Gra w oczko
Gra w oczko trafiła do mnie jakiś czas temu jako przesyłka — niespodzianka (recenzja jego Śledztwa ostatniej szansy TUTAJ). Ponieważ od razu polubiłam się z twórczością pana Kalinowskiego, to ucieszyła mnie ta niespodziewana paczka. Tym bardziej że na pierwszej stronie odkryłam imienną dedykację!
Autor: Grzegorz Kalinowski
Tytuł: Gra w oczko
Gatunek: kryminał, obyczajowa
Wydawnictwo: Skarpa Warszawska
Liczba stron: 442

Gra w oczko — o fabule
Wydawałoby się, że Joannie, prezenterce z własnym programem, niczego nie brakuje. Popularność, pieniądze, kochanek — ze względu na fakt, że to wszystko ma na wyciągnięcie ręki, można przypuszczać, że życie Joanny jest idealne. Tymczasem Dawid Błochowiak, który mieszka chwilowo w tym samym budynku, zostaje zamordowany. Jego zwłoki znajduje nie kto inny jak Joanna. Za sprawą zbrodni prezenterka nawiązuje kontakt z dawnym przyjacielem, Miśkiem, spotyka też podkomisarza Koniecznego, który prowadzi śledztwo. A ona, przygotowując materiał do kolejnego programu, coraz bardziej zagłębia się z pomocą Miśka w (pół)światek polskiej piłki nożnej.
Kryminał?
Fabuła Gry w oczko opiera się o motyw morderstwa młodego piłkarza. Przez zdecydowaną większość książki Joanna przygotowuje się do specjalnego wydania jej programu na ten temat. Co prawda można je nazwać „prywatnym śledztwem”, jednak do przodu wybija się tu bardziej obyczajowa niż kryminalna forma opowieści. Dla mnie nie jest to minus, bo lubię, gdy w książce oprócz wartkiej akcji i szczegółów śledztwa — mogę się lepiej przyjrzeć całej otoczce sprawy. Historia skupia się bardziej na opowieści o pracy w telewizji (czy retrospekcyjnych wstawkach o radiu) i świecie futbolu. Mniejszy nacisk autor kładzie na samo policyjne śledztwo. Dopiero na zakończenie książki pokazuje, jak splatają się poszczególne, mało podkreślone wcześniej wątki sprawy, i prowadzi nas do mocnego finału.

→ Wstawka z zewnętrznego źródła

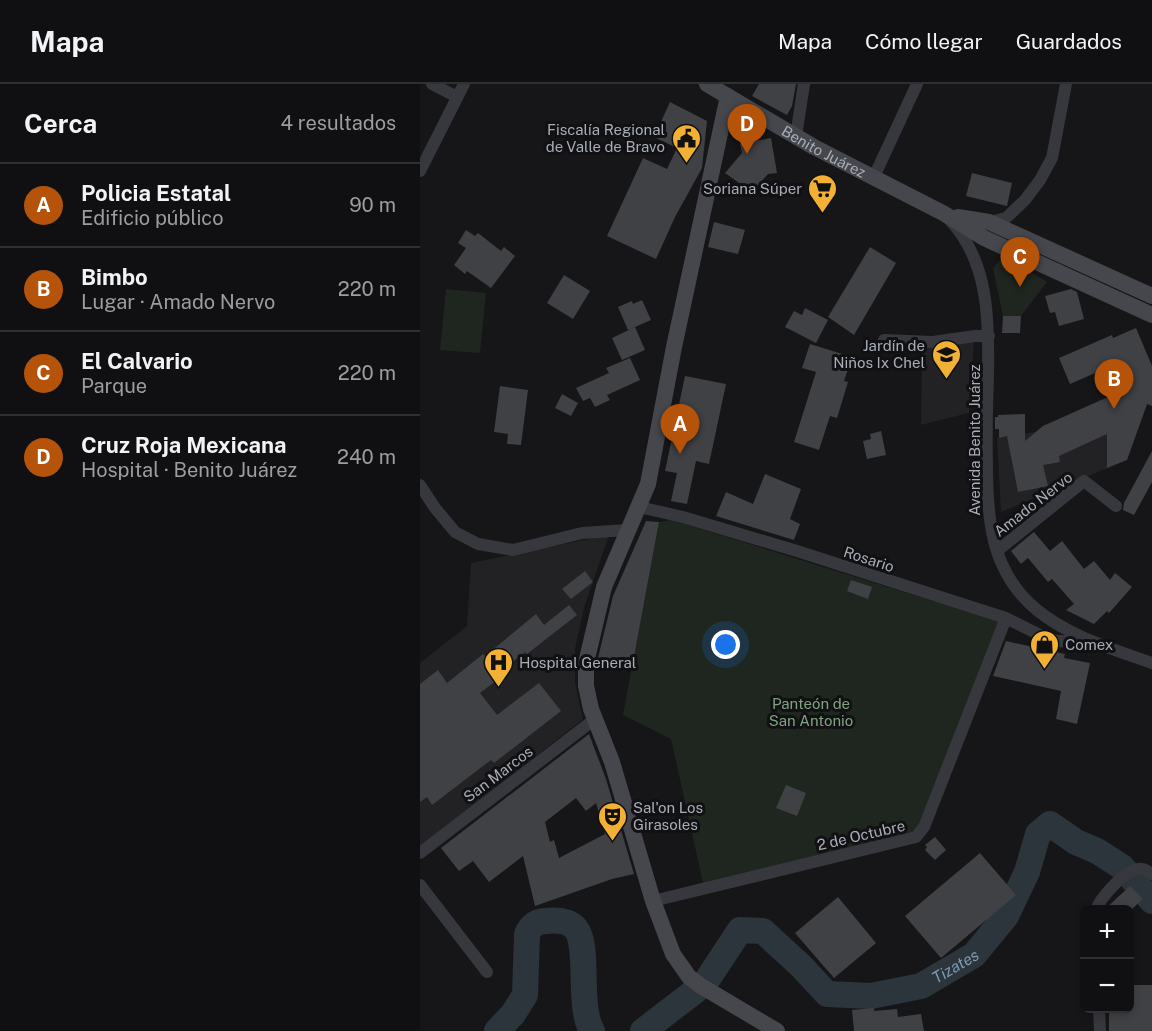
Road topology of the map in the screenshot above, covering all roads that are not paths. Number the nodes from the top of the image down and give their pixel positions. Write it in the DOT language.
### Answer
graph roads {
  1 [pos="432,84"];
  2 [pos="464,84"];
  3 [pos="707,84"];
  4 [pos="804,84"];
  5 [pos="917,84"];
  6 [pos="1066,84"];
  7 [pos="728,96"];
  8 [pos="457,97"];
  9 [pos="796,136"];
  10 [pos="420,171"];
  11 [pos="873,179"];
  12 [pos="942,213"];
  13 [pos="989,222"];
  14 [pos="1152,296"];
  15 [pos="1152,315"];
  16 [pos="989,336"];
  17 [pos="884,340"];
  18 [pos="420,484"];
  19 [pos="1116,506"];
  20 [pos="639,507"];
  21 [pos="628,530"];
  22 [pos="997,551"];
  23 [pos="1006,618"];
  24 [pos="1087,639"];
  25 [pos="1152,663"];
  26 [pos="595,719"];
  27 [pos="420,853"];
  28 [pos="1152,873"];
  29 [pos="420,885"];
  30 [pos="653,901"];
  31 [pos="1098,905"];
  32 [pos="487,972"];
  33 [pos="1099,1013"];
  34 [pos="777,1031"];
  35 [pos="1100,1031"];
  1 -- 8 [label="street"];
  2 -- 8 [label="street"];
  3 -- 7 [label="main road, Benito Juárez"];
  4 -- 9 [label="street"];
  5 -- 11 [label="street"];
  6 -- 13 [label="street"];
  7 -- 9 [label="main road, Benito Juárez"];
  7 -- 20 [label="main road"];
  8 -- 10 [label="street"];
  9 -- 11 [label="main road, Benito Juárez"];
  11 -- 12 [label="main road, Benito Juárez"];
  12 -- 13 [label="main road"];
  12 -- 15 [label="main road"];
  12 -- 16 [label="street, Avenida Benito Juárez"];
  13 -- 14 [label="main road"];
  16 -- 17 [label="street"];
  16 -- 22 [label="street, Avenida Benito Juárez"];
  18 -- 21 [label="street"];
  19 -- 22 [label="street, Amado Nervo"];
  20 -- 21 [label="main road"];
  20 -- 23 [label="street, Rosario"];
  21 -- 26 [label="main road"];
  22 -- 24 [label="street, Avenida Benito Juárez"];
  23 -- 24 [label="street, Rosario"];
  23 -- 30 [label="street, 2 de Octubre"];
  24 -- 25 [label="street, Avenida Benito Juárez"];
  26 -- 27 [label="street, San Marcos"];
  26 -- 30 [label="main road"];
  28 -- 31 [label="street"];
  29 -- 32 [label="street"];
  30 -- 34 [label="main road"];
  33 -- 35 [label="street"];
}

Podsumowując: fani typowych kryminałów,gdzie akcja gna na łeb na szyję, a śledztwo ukazane jest dokładnie — może poczują się troszkę zawiedzeni. Jeśli jednak lubicie rozbudowane tło i lubicie poznawać kulisy różnych branż, to wydaje mi się, że Gra w oczko Was nie zawiedzie!